Responsibility is meted out to those willing to accept it and who demonstrate a capacity to cope successfully with it. In the pendulum of battle, Foxtrot Oscar, whether he is a young PFC or a lieutenant with a college degree, bears the responsibility of the foe's death and the friend's life.
Battles begin in the jungle. By helping to assure that battles end in the jungle, the artillery FO
provides the trespasser with a way home and allows the jungle to keep the foe.
The following story appeared in the August 1969 TYPHOON
The snap of a twig 10 meters from the barbed-wire perimeter was the only warning. The ears of one of the Mobile Strike Force Montagnards on guard perked at the sound of movement a few feet away. In the evening drizzle atop Firebase 6 in the Central Highlands the men of Bravo Battery, 1st Battalion of First Field Force's 92nd Artillery were asleep, their guns quiet. The mist-enshrouded hill is usually tranquil at night, unless a late-evening fire mission shatters that silence with a thunderous volley of rounds from steaming gun tubes.
But within seconds after the accidental warning reached the guard's ears, the calm of the night air erupted with noise as the first of several satchel charges landed inside the perimeter and exploded. Roused from their sleep, the artillerymen scrambled from sand-bagged bunkers to their 155mm howitzers through a barrage of small arms fire. Setting the howitzers at nearly maximum elevation to drop the rounds on the hillside just beyond the perimeter, the artillerymen began firing. While the Montagnards manned the perimeter bunkers, holding off the VC sapper squad's attack, the Americans on the hill fired round after round at the enemy. One young soldier from the Mobile Strike Force blazed at the enemy with an M-60 machinegun which he fired from his hip while another young defender provided him with ammo. "He didn't look like he was over 12 years old," said Sergeant Terry Klingel, Edwardsville, IL, a section chief of one gun crew. "He was determined not to let anyone in past his position."

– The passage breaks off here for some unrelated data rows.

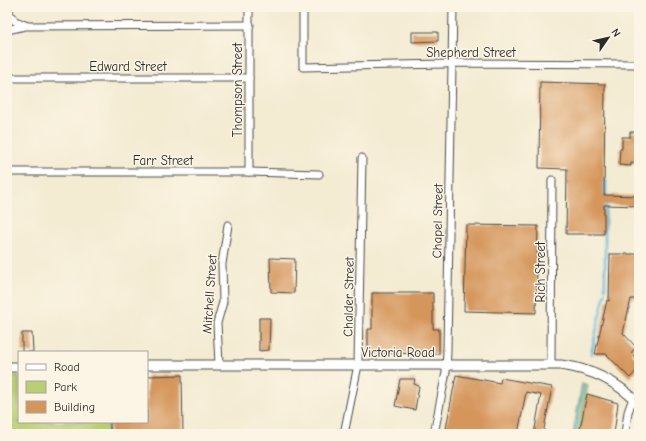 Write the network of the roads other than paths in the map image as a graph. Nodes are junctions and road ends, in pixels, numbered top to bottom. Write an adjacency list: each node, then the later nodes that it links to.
1 (8, 7): 5 (main road)
2 (250, 7): 7 (street, Thompson Street)
3 (303, 7): 9 (street, Shepherd Street)
4 (453, 7): 9 (street, Chapel Street)
5 (7, 11): 6 (street)
6 (25, 26): 7 (street); 8 (street)
7 (250, 26): 12 (street, Thompson Street)
8 (7, 30)
9 (452, 63): 10 (street, Shepherd Street); 23 (street, Chapel Street)
10 (639, 64)
11 (7, 78): 12 (street, Edward Street)
12 (250, 78): 15 (street, Thompson Street)
13 (362, 158): 22 (street, Chalder Street)
14 (7, 172): 15 (street, Farr Street)
15 (249, 172): 16 (street, Farr Street)
16 (319, 174)
17 (552, 180): 19 (street, Rich Street)
18 (228, 226): 21 (street, Mitchell Street)
19 (551, 364): 23 (main road, Victoria Road); 26 (main road, Victoria Road)
20 (148, 365): 21 (main road, Victoria Road)
21 (218, 365): 22 (main road, Victoria Road)
22 (358, 365): 23 (main road, Victoria Road); 27 (street, Chalder Street)
23 (446, 365): 28 (street, Chapel Street)
24 (7, 367): 25 (main road)
25 (18, 367)
26 (636, 401): 29 (street)
27 (344, 434)
28 (434, 434)
29 (625, 434)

Before the night was over, the enemy retreated leaving 36 bodies in the nearby bushes or tangled in the barbed wire.
This attack preceded a series of rocket and mortar shellings at the American artillery base in the following weeks. But ground probes and shellings also failed to decrease the firepower Bravo Battery pours daily into the surrounding area.
These attacks have made the men on the hill aware of their significance: that they are a damaging barrier to the enemy's attempts to control the countryside. They know the fear and tension that accompanies their role in helping to secure the area around them.
Firebase 6, sitting on a ridge with a view of Dak To to the east and Ben Het to the west, has become a prime artillery and air strike coordination center for South Vietnamese forces operating in this northwestern corner of II Corps. The hilltop has been the site of an artillery firebase for a year, initially supporting the 4th Infantry Division soldiers who were blocking the movement of NVA regulars from Cambodian and Laotian sanctuaries just across the borders. Bravo Battery moved to the hill in January to support the ARVN forces now operating in this area.
Despite the change of the troops around it, Bravo Battery remains essentially static. Only the variations in meals, locations of bunkers and the directions the men point their howitzers on fire missions break the routine.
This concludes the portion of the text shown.